Let $M=\{(x,y,z)\in \mathbb R^3:|x|+|y|+|z|<1\}$.
How can I determine the volume of $M$, that is, $\lambda_3(M)$?
I think it would work like this:
$$\lambda_3(M)=\int_{-1}^{1}\int_{|x|-1}^{1-|x|}\int_{|x|+|y|-1}^{1-|x|-|y|}1\ dz\ dy\ dx$$
Are there faster ways to do it?
I thought about doing the following:
Let $M_z=\{(x,y)\in \mathbb R^2:|x|+|y|<1-|z|\}$. Then
$$\lambda_3(M)=\int_{(-1,1)}\lambda_2(M_z)d\lambda(z)$$
But how can I determine $\lambda_2(M_z)$, that is the area of $M_z$?
Think of it geometrically, rather than as an integral. As @amsmath mentioned in the comments, it is a super symmetric shape. In fact, it is a regular octahedron centered at origin. We need only find the volume in the first octant. Which is the volume enclosed by the 3 co-ordinate planes and the plane $x+y+z=1$.
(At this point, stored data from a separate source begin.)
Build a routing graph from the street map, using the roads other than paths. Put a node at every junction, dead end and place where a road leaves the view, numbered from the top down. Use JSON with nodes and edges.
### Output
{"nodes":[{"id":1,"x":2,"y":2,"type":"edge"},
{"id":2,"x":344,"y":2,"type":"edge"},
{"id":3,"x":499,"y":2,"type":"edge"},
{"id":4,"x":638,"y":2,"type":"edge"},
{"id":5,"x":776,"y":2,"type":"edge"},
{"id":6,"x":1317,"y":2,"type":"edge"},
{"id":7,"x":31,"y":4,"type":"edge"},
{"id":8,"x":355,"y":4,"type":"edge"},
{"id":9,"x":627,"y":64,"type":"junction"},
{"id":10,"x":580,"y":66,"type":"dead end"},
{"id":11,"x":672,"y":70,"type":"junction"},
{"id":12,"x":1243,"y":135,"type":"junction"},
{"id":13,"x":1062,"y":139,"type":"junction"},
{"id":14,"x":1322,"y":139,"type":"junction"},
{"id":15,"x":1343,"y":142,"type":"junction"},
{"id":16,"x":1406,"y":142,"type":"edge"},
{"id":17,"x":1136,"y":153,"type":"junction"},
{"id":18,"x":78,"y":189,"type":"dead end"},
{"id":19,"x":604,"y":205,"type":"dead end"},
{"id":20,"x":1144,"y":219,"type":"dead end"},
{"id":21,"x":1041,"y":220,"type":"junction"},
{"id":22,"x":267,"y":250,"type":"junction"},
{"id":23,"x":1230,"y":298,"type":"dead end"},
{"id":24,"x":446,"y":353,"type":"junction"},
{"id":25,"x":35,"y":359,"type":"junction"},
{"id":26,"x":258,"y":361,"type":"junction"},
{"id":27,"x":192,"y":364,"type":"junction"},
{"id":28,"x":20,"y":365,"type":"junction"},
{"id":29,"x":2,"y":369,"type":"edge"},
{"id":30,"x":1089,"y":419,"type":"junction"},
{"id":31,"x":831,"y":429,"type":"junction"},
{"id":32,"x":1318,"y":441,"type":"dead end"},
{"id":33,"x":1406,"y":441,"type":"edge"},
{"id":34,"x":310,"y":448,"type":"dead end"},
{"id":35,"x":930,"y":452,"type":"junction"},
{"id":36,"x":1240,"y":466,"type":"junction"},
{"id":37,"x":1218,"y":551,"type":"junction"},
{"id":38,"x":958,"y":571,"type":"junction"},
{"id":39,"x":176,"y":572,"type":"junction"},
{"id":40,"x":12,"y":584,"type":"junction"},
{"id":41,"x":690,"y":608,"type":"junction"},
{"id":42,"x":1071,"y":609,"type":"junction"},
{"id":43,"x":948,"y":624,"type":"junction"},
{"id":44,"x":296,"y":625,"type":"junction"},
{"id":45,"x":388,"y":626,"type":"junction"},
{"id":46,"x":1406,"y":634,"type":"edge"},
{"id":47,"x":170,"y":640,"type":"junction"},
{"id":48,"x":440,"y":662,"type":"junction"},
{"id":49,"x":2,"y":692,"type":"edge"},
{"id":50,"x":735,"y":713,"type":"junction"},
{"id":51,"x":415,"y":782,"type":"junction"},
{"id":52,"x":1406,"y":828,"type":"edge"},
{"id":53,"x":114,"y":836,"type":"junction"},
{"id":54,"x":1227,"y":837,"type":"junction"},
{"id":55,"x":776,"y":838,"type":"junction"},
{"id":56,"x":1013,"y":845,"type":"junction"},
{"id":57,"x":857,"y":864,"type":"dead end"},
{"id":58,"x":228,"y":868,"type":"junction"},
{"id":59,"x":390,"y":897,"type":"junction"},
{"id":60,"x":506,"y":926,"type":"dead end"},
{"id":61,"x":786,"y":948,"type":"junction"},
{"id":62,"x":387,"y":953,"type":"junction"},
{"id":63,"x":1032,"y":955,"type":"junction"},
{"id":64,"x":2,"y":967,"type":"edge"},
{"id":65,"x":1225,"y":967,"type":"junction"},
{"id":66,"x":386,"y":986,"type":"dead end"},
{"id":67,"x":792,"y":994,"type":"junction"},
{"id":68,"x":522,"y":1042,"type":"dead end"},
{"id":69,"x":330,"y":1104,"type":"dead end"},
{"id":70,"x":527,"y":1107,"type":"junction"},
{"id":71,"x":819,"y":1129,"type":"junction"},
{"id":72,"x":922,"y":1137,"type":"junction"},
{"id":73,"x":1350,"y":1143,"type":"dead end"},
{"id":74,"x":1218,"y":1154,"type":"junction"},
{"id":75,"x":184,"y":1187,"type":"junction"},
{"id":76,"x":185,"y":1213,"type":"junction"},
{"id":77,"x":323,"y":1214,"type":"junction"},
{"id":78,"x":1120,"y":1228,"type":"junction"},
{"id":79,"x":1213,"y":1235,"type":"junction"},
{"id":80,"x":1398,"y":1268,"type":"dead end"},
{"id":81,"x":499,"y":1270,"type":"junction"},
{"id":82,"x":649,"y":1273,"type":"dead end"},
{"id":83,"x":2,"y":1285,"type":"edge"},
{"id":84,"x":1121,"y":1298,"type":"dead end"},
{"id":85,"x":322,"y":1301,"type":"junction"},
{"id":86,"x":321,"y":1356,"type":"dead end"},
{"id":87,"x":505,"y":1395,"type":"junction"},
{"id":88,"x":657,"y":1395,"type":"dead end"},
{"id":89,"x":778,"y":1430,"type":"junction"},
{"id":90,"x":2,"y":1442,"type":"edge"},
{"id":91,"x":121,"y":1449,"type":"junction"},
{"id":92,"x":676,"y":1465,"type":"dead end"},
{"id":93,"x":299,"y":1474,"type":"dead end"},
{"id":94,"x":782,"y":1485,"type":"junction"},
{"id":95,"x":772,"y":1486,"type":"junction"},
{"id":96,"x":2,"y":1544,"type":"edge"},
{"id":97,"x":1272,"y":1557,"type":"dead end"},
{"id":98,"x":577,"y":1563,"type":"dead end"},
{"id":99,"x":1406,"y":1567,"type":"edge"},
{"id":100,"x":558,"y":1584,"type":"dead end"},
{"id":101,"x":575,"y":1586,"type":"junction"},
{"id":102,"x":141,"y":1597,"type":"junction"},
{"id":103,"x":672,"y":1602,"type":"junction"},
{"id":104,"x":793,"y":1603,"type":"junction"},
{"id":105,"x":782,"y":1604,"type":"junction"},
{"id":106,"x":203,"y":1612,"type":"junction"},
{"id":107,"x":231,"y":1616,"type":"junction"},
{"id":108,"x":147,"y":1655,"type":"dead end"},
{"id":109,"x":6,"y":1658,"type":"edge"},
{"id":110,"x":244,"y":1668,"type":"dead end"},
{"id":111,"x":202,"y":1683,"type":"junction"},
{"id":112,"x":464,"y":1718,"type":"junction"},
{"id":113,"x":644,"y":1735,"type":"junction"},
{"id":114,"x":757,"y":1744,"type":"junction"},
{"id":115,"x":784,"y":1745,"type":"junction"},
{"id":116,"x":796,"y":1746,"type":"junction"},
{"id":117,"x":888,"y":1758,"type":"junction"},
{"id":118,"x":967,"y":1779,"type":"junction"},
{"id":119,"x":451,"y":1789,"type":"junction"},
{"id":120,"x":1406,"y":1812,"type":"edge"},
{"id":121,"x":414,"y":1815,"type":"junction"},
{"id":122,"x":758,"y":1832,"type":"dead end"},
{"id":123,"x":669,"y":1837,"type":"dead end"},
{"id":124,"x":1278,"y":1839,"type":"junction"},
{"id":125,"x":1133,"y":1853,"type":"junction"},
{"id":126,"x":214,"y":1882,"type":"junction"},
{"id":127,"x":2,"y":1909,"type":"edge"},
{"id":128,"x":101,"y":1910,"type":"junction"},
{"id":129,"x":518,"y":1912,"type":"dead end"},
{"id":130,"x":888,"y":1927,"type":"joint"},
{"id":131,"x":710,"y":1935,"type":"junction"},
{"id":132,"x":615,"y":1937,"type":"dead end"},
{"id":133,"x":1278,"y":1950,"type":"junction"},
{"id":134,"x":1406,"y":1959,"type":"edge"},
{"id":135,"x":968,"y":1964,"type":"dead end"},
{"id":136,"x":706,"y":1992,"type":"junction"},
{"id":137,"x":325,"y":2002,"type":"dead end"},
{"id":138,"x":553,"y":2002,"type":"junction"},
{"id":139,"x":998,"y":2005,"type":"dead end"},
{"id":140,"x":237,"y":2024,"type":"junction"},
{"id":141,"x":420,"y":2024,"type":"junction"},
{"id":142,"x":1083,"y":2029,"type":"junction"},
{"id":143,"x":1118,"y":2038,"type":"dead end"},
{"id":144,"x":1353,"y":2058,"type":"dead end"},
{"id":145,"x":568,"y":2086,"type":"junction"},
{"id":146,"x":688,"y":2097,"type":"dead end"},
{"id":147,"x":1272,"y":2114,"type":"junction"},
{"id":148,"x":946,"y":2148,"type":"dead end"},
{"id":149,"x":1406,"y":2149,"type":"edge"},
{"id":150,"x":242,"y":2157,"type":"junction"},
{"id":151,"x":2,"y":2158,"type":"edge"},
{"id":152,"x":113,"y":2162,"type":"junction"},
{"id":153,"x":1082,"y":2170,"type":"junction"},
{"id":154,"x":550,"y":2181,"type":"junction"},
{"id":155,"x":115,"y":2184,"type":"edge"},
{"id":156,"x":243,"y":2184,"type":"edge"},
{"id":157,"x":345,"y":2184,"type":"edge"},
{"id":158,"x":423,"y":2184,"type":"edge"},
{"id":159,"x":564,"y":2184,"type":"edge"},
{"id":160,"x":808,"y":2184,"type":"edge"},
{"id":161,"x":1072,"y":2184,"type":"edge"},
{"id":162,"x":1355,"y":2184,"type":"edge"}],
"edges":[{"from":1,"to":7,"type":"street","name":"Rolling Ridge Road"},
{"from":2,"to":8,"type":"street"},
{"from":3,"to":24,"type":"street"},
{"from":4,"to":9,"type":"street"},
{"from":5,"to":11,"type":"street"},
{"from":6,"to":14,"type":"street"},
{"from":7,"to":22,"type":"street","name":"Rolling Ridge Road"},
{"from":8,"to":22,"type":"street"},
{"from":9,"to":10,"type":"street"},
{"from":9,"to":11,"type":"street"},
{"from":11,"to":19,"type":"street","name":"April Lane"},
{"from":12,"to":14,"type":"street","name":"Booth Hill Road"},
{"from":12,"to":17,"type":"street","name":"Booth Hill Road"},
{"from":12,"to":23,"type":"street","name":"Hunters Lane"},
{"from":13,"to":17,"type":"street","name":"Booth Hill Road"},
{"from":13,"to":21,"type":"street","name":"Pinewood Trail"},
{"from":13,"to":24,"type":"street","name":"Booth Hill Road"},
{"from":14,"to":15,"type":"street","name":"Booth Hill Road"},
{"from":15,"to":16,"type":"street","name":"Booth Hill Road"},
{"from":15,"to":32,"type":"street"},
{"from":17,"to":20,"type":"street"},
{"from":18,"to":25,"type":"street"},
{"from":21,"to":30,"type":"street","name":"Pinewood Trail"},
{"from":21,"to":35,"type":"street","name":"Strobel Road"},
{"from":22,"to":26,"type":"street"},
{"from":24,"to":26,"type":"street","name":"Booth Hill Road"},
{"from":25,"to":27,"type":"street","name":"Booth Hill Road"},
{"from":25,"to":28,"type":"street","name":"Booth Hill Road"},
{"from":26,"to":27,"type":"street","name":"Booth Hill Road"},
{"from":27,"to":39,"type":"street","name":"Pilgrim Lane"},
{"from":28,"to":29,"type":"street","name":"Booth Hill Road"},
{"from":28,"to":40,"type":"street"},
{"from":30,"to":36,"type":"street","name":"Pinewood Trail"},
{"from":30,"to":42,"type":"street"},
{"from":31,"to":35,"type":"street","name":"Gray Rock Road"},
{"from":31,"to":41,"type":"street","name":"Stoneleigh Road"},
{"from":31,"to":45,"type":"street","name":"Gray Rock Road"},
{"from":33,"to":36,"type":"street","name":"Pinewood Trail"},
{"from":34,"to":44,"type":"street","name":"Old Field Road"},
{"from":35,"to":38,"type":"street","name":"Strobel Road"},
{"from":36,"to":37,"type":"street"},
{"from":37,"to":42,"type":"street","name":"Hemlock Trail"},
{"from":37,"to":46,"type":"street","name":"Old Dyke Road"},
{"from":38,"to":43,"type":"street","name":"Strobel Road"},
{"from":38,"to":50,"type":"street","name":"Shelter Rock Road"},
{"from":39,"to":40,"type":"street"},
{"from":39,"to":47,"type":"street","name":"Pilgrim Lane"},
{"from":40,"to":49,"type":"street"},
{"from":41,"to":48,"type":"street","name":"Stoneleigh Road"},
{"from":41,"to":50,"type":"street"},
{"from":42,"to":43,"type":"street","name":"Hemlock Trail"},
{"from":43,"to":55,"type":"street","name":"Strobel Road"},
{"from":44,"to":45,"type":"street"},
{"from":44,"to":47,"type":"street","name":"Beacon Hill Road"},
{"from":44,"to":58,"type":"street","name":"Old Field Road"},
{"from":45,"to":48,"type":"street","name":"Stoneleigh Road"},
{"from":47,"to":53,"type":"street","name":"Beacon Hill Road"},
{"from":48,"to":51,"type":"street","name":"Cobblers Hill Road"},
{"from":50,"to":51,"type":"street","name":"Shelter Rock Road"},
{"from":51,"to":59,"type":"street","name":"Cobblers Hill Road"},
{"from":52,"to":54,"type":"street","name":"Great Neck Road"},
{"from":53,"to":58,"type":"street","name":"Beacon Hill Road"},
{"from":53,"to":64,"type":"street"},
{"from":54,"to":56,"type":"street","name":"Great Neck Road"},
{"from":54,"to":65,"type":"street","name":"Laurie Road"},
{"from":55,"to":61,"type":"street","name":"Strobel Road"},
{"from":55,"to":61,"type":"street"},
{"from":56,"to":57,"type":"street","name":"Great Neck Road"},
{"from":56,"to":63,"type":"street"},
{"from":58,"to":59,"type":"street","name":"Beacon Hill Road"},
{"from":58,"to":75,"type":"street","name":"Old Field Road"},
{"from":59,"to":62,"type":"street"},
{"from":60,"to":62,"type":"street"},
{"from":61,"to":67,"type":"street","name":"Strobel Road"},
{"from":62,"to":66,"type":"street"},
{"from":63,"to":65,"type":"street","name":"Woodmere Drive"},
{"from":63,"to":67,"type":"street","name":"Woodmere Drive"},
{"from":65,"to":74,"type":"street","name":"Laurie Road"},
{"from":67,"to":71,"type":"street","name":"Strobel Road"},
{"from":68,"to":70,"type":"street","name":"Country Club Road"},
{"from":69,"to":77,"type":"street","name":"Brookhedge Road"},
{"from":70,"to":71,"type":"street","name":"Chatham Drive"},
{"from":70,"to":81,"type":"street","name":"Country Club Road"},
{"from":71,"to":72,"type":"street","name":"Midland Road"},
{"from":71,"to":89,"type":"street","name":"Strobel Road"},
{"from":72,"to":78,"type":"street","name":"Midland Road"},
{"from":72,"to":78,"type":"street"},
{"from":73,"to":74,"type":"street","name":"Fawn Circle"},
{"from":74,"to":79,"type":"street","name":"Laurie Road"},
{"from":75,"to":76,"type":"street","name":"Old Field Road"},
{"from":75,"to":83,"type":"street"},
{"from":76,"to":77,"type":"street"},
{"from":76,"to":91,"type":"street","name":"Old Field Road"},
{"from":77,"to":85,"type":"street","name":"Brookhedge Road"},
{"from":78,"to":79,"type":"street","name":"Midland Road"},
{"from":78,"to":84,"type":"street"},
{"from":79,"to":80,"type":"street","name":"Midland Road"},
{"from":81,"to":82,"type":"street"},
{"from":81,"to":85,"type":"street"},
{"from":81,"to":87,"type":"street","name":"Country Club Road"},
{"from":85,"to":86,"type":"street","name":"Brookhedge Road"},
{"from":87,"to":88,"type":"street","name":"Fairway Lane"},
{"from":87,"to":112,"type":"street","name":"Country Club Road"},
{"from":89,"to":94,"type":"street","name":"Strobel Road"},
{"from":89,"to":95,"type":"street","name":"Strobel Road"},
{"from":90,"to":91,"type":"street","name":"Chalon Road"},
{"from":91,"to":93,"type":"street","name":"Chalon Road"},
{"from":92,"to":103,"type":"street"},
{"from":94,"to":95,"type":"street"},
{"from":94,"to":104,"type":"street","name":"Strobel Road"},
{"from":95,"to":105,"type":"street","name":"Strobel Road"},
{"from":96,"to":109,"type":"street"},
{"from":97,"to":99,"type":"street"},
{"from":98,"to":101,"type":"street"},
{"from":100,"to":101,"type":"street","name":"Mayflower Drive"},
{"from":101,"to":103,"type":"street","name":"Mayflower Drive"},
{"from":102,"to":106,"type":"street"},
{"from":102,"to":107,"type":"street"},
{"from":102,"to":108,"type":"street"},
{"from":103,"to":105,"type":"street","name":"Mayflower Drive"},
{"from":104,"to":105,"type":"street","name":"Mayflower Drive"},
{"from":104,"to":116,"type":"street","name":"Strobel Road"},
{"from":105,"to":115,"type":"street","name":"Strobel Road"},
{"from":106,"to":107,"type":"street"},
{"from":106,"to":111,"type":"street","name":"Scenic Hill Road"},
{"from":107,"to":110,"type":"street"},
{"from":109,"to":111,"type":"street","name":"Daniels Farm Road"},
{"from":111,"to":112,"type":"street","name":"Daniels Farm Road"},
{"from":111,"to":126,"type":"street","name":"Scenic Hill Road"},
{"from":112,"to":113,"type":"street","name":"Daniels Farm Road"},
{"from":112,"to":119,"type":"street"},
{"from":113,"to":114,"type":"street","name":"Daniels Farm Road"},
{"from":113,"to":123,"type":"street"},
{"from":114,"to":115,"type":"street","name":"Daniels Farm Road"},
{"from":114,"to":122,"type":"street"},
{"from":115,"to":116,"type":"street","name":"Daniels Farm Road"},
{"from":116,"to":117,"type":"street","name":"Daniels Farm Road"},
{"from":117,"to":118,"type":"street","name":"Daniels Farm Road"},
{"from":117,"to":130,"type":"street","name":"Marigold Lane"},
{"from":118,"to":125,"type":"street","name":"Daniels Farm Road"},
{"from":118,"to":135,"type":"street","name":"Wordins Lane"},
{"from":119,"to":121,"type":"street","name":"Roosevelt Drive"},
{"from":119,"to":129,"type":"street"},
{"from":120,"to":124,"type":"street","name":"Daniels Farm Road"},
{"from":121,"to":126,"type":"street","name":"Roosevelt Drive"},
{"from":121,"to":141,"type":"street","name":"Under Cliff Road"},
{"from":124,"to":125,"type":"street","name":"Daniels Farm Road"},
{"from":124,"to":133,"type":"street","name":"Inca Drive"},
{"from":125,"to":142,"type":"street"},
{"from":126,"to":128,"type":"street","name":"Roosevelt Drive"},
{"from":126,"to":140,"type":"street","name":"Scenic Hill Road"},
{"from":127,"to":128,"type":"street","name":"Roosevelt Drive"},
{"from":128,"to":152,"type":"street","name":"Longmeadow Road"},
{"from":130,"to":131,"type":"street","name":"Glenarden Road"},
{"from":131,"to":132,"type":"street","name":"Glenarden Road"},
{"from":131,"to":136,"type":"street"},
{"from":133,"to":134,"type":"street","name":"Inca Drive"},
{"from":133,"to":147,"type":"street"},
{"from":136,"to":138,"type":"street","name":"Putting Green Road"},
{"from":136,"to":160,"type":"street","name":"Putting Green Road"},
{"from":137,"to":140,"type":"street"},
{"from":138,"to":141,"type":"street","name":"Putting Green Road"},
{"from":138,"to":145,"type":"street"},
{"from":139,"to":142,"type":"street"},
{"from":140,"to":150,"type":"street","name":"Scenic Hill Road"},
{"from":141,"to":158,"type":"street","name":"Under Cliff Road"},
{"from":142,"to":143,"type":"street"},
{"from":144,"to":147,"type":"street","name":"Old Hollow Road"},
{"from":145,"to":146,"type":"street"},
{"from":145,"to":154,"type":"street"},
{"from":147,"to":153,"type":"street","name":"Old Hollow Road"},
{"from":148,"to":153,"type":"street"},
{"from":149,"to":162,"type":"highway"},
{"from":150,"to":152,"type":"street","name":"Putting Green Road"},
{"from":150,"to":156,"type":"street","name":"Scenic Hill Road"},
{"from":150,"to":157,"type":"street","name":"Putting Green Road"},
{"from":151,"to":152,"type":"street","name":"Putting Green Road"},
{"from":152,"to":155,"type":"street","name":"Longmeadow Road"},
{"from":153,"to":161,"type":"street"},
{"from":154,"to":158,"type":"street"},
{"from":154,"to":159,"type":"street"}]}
Hence, it's a pyramid with base a right angled triangle of area $1/2$. Hence, it's volume is ${\text{base} \times \text{height} \over 3}={1/2 \times 1 \over 3}=1/6$.
Hence, volume of $M$ is $8 \times 1/6 = 4/3$.
Edited dumb calculation thanks to @quarague.